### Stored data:
[Start of section]

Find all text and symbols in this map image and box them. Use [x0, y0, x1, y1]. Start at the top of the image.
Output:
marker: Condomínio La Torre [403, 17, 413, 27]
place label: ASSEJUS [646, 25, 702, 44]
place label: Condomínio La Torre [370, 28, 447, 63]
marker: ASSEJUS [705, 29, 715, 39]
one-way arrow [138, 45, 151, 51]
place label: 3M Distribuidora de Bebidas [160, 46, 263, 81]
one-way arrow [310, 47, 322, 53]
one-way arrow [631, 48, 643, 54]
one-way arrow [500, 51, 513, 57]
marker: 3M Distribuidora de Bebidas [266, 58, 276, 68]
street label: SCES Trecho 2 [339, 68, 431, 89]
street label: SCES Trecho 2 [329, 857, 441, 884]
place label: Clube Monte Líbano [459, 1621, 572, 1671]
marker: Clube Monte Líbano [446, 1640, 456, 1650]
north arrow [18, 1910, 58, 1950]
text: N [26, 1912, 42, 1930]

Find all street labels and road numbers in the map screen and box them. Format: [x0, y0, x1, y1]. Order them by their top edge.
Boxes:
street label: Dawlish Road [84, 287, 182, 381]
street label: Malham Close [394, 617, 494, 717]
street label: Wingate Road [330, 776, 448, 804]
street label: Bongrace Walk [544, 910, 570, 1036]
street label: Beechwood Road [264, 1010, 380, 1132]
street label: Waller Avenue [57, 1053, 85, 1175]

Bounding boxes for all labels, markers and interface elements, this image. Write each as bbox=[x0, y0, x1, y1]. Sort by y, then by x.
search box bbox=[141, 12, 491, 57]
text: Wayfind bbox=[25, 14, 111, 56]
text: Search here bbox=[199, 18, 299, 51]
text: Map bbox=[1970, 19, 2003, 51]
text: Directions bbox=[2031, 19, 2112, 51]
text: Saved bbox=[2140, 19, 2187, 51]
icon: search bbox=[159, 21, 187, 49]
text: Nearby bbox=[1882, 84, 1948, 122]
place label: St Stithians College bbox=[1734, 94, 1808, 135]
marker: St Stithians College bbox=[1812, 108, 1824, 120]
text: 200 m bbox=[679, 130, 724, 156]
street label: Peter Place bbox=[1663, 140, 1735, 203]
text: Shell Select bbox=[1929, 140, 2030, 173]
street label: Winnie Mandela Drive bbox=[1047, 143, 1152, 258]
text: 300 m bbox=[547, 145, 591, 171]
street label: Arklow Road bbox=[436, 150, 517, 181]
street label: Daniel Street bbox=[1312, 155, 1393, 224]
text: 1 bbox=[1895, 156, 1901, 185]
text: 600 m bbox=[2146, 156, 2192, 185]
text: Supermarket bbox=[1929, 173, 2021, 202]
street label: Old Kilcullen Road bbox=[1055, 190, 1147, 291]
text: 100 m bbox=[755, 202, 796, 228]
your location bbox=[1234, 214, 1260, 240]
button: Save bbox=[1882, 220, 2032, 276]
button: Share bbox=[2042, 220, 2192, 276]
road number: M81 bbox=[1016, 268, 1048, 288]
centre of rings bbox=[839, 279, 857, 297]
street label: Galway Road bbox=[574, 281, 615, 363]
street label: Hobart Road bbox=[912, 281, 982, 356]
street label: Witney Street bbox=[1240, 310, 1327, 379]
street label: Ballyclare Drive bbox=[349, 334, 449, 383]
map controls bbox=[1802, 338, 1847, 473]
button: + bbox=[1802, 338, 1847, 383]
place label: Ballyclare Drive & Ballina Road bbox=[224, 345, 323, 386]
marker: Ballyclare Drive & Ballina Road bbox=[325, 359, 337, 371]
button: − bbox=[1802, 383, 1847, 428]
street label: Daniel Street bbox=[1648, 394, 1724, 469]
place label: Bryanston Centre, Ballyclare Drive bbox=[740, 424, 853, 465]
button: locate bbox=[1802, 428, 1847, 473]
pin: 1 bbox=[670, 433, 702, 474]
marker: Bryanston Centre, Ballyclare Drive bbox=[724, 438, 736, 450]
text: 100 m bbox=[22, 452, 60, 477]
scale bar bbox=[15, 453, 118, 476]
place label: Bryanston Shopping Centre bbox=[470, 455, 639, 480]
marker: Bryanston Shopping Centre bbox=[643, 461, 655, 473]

[End of section]

### Work request:
After reading the data, retype all of it exactly as it reads.

### Solution to this task:
Find all text and symbols in this map image and box them. Use [x0, y0, x1, y1]. Start at the top of the image.
Output:
marker: Condomínio La Torre [403, 17, 413, 27]
place label: ASSEJUS [646, 25, 702, 44]
place label: Condomínio La Torre [370, 28, 447, 63]
marker: ASSEJUS [705, 29, 715, 39]
one-way arrow [138, 45, 151, 51]
place label: 3M Distribuidora de Bebidas [160, 46, 263, 81]
one-way arrow [310, 47, 322, 53]
one-way arrow [631, 48, 643, 54]
one-way arrow [500, 51, 513, 57]
marker: 3M Distribuidora de Bebidas [266, 58, 276, 68]
street label: SCES Trecho 2 [339, 68, 431, 89]
street label: SCES Trecho 2 [329, 857, 441, 884]
place label: Clube Monte Líbano [459, 1621, 572, 1671]
marker: Clube Monte Líbano [446, 1640, 456, 1650]
north arrow [18, 1910, 58, 1950]
text: N [26, 1912, 42, 1930]

Find all street labels and road numbers in the map screen and box them. Format: [x0, y0, x1, y1]. Order them by their top edge.
Boxes:
street label: Dawlish Road [84, 287, 182, 381]
street label: Malham Close [394, 617, 494, 717]
street label: Wingate Road [330, 776, 448, 804]
street label: Bongrace Walk [544, 910, 570, 1036]
street label: Beechwood Road [264, 1010, 380, 1132]
street label: Waller Avenue [57, 1053, 85, 1175]

Bounding boxes for all labels, markers and interface elements, this image. Write each as bbox=[x0, y0, x1, y1]. Sort by y, then by x.
search box bbox=[141, 12, 491, 57]
text: Wayfind bbox=[25, 14, 111, 56]
text: Search here bbox=[199, 18, 299, 51]
text: Map bbox=[1970, 19, 2003, 51]
text: Directions bbox=[2031, 19, 2112, 51]
text: Saved bbox=[2140, 19, 2187, 51]
icon: search bbox=[159, 21, 187, 49]
text: Nearby bbox=[1882, 84, 1948, 122]
place label: St Stithians College bbox=[1734, 94, 1808, 135]
marker: St Stithians College bbox=[1812, 108, 1824, 120]
text: 200 m bbox=[679, 130, 724, 156]
street label: Peter Place bbox=[1663, 140, 1735, 203]
text: Shell Select bbox=[1929, 140, 2030, 173]
street label: Winnie Mandela Drive bbox=[1047, 143, 1152, 258]
text: 300 m bbox=[547, 145, 591, 171]
street label: Arklow Road bbox=[436, 150, 517, 181]
street label: Daniel Street bbox=[1312, 155, 1393, 224]
text: 1 bbox=[1895, 156, 1901, 185]
text: 600 m bbox=[2146, 156, 2192, 185]
text: Supermarket bbox=[1929, 173, 2021, 202]
street label: Old Kilcullen Road bbox=[1055, 190, 1147, 291]
text: 100 m bbox=[755, 202, 796, 228]
your location bbox=[1234, 214, 1260, 240]
button: Save bbox=[1882, 220, 2032, 276]
button: Share bbox=[2042, 220, 2192, 276]
road number: M81 bbox=[1016, 268, 1048, 288]
centre of rings bbox=[839, 279, 857, 297]
street label: Galway Road bbox=[574, 281, 615, 363]
street label: Hobart Road bbox=[912, 281, 982, 356]
street label: Witney Street bbox=[1240, 310, 1327, 379]
street label: Ballyclare Drive bbox=[349, 334, 449, 383]
map controls bbox=[1802, 338, 1847, 473]
button: + bbox=[1802, 338, 1847, 383]
place label: Ballyclare Drive & Ballina Road bbox=[224, 345, 323, 386]
marker: Ballyclare Drive & Ballina Road bbox=[325, 359, 337, 371]
button: − bbox=[1802, 383, 1847, 428]
street label: Daniel Street bbox=[1648, 394, 1724, 469]
place label: Bryanston Centre, Ballyclare Drive bbox=[740, 424, 853, 465]
button: locate bbox=[1802, 428, 1847, 473]
pin: 1 bbox=[670, 433, 702, 474]
marker: Bryanston Centre, Ballyclare Drive bbox=[724, 438, 736, 450]
text: 100 m bbox=[22, 452, 60, 477]
scale bar bbox=[15, 453, 118, 476]
place label: Bryanston Shopping Centre bbox=[470, 455, 639, 480]
marker: Bryanston Shopping Centre bbox=[643, 461, 655, 473]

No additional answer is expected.